Work to complete: A faithful copy of all the data below, please; leave no line out.

(Saved entries)
• • • •
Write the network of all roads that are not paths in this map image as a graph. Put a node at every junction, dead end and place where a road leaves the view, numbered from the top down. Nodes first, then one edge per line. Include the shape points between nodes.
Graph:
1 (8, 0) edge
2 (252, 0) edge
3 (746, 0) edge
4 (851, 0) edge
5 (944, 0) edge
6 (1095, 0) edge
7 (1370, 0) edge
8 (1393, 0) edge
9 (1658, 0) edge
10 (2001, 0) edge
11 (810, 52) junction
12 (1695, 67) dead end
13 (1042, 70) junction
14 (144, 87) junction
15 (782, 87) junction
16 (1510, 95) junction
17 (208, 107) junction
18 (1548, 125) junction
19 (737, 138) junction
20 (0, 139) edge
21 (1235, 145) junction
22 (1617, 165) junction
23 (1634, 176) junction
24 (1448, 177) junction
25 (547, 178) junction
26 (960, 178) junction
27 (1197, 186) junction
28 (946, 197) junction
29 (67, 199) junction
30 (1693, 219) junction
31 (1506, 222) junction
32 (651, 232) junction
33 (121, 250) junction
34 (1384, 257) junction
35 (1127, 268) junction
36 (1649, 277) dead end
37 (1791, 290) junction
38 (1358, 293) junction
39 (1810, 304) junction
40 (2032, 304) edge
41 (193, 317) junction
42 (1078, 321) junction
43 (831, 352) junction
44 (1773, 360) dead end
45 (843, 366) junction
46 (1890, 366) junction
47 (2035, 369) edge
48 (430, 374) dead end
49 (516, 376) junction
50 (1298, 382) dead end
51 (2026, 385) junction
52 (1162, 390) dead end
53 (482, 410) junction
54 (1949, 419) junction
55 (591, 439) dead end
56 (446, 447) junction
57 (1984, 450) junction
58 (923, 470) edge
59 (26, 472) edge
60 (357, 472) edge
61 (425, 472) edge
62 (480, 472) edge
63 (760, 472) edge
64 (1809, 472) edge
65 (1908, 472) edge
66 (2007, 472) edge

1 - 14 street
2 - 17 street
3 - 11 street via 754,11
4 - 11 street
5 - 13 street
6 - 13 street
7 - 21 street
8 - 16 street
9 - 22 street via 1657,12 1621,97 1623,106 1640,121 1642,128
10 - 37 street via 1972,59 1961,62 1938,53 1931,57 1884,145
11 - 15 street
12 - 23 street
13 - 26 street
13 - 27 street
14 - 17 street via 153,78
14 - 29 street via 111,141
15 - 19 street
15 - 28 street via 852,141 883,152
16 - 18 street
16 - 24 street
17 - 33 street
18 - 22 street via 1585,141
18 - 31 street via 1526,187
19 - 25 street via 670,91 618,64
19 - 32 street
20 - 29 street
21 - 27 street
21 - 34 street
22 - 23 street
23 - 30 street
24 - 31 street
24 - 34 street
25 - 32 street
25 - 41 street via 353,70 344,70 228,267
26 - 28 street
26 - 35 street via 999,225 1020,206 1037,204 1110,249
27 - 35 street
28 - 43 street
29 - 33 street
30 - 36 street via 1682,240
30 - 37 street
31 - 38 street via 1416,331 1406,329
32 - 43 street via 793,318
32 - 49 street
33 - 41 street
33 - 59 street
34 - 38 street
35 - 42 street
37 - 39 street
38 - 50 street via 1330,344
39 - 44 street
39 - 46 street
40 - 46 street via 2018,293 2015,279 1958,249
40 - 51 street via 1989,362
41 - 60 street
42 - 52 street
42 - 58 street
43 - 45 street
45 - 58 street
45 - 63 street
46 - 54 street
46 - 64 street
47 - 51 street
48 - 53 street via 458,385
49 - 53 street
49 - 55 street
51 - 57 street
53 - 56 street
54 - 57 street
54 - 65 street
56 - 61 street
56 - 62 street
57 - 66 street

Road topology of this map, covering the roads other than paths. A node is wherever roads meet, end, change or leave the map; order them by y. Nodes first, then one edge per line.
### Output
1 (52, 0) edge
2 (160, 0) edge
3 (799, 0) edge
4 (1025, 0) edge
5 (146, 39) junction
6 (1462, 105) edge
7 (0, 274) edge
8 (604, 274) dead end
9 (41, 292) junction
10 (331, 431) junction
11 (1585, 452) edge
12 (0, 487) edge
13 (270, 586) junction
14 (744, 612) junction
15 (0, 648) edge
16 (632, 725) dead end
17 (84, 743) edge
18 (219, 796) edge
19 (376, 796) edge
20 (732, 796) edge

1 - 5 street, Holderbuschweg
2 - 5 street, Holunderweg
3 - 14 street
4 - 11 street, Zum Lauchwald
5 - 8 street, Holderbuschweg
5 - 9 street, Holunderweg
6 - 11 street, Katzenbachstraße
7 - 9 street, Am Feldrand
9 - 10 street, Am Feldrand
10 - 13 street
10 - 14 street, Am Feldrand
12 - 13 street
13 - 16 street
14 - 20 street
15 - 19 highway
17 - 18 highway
• • • •
Output:
Write the network of all roads that are not paths in this map image as a graph. Put a node at every junction, dead end and place where a road leaves the view, numbered from the top down. Nodes first, then one edge per line. Include the shape points between nodes.
Graph:
1 (8, 0) edge
2 (252, 0) edge
3 (746, 0) edge
4 (851, 0) edge
5 (944, 0) edge
6 (1095, 0) edge
7 (1370, 0) edge
8 (1393, 0) edge
9 (1658, 0) edge
10 (2001, 0) edge
11 (810, 52) junction
12 (1695, 67) dead end
13 (1042, 70) junction
14 (144, 87) junction
15 (782, 87) junction
16 (1510, 95) junction
17 (208, 107) junction
18 (1548, 125) junction
19 (737, 138) junction
20 (0, 139) edge
21 (1235, 145) junction
22 (1617, 165) junction
23 (1634, 176) junction
24 (1448, 177) junction
25 (547, 178) junction
26 (960, 178) junction
27 (1197, 186) junction
28 (946, 197) junction
29 (67, 199) junction
30 (1693, 219) junction
31 (1506, 222) junction
32 (651, 232) junction
33 (121, 250) junction
34 (1384, 257) junction
35 (1127, 268) junction
36 (1649, 277) dead end
37 (1791, 290) junction
38 (1358, 293) junction
39 (1810, 304) junction
40 (2032, 304) edge
41 (193, 317) junction
42 (1078, 321) junction
43 (831, 352) junction
44 (1773, 360) dead end
45 (843, 366) junction
46 (1890, 366) junction
47 (2035, 369) edge
48 (430, 374) dead end
49 (516, 376) junction
50 (1298, 382) dead end
51 (2026, 385) junction
52 (1162, 390) dead end
53 (482, 410) junction
54 (1949, 419) junction
55 (591, 439) dead end
56 (446, 447) junction
57 (1984, 450) junction
58 (923, 470) edge
59 (26, 472) edge
60 (357, 472) edge
61 (425, 472) edge
62 (480, 472) edge
63 (760, 472) edge
64 (1809, 472) edge
65 (1908, 472) edge
66 (2007, 472) edge

1 - 14 street
2 - 17 street
3 - 11 street via 754,11
4 - 11 street
5 - 13 street
6 - 13 street
7 - 21 street
8 - 16 street
9 - 22 street via 1657,12 1621,97 1623,106 1640,121 1642,128
10 - 37 street via 1972,59 1961,62 1938,53 1931,57 1884,145
11 - 15 street
12 - 23 street
13 - 26 street
13 - 27 street
14 - 17 street via 153,78
14 - 29 street via 111,141
15 - 19 street
15 - 28 street via 852,141 883,152
16 - 18 street
16 - 24 street
17 - 33 street
18 - 22 street via 1585,141
18 - 31 street via 1526,187
19 - 25 street via 670,91 618,64
19 - 32 street
20 - 29 street
21 - 27 street
21 - 34 street
22 - 23 street
23 - 30 street
24 - 31 street
24 - 34 street
25 - 32 street
25 - 41 street via 353,70 344,70 228,267
26 - 28 street
26 - 35 street via 999,225 1020,206 1037,204 1110,249
27 - 35 street
28 - 43 street
29 - 33 street
30 - 36 street via 1682,240
30 - 37 street
31 - 38 street via 1416,331 1406,329
32 - 43 street via 793,318
32 - 49 street
33 - 41 street
33 - 59 street
34 - 38 street
35 - 42 street
37 - 39 street
38 - 50 street via 1330,344
39 - 44 street
39 - 46 street
40 - 46 street via 2018,293 2015,279 1958,249
40 - 51 street via 1989,362
41 - 60 street
42 - 52 street
42 - 58 street
43 - 45 street
45 - 58 street
45 - 63 street
46 - 54 street
46 - 64 street
47 - 51 street
48 - 53 street via 458,385
49 - 53 street
49 - 55 street
51 - 57 street
53 - 56 street
54 - 57 street
54 - 65 street
56 - 61 street
56 - 62 street
57 - 66 street

Road topology of this map, covering the roads other than paths. A node is wherever roads meet, end, change or leave the map; order them by y. Nodes first, then one edge per line.
### Output
1 (52, 0) edge
2 (160, 0) edge
3 (799, 0) edge
4 (1025, 0) edge
5 (146, 39) junction
6 (1462, 105) edge
7 (0, 274) edge
8 (604, 274) dead end
9 (41, 292) junction
10 (331, 431) junction
11 (1585, 452) edge
12 (0, 487) edge
13 (270, 586) junction
14 (744, 612) junction
15 (0, 648) edge
16 (632, 725) dead end
17 (84, 743) edge
18 (219, 796) edge
19 (376, 796) edge
20 (732, 796) edge

1 - 5 street, Holderbuschweg
2 - 5 street, Holunderweg
3 - 14 street
4 - 11 street, Zum Lauchwald
5 - 8 street, Holderbuschweg
5 - 9 street, Holunderweg
6 - 11 street, Katzenbachstraße
7 - 9 street, Am Feldrand
9 - 10 street, Am Feldrand
10 - 13 street
10 - 14 street, Am Feldrand
12 - 13 street
13 - 16 street
14 - 20 street
15 - 19 highway
17 - 18 highway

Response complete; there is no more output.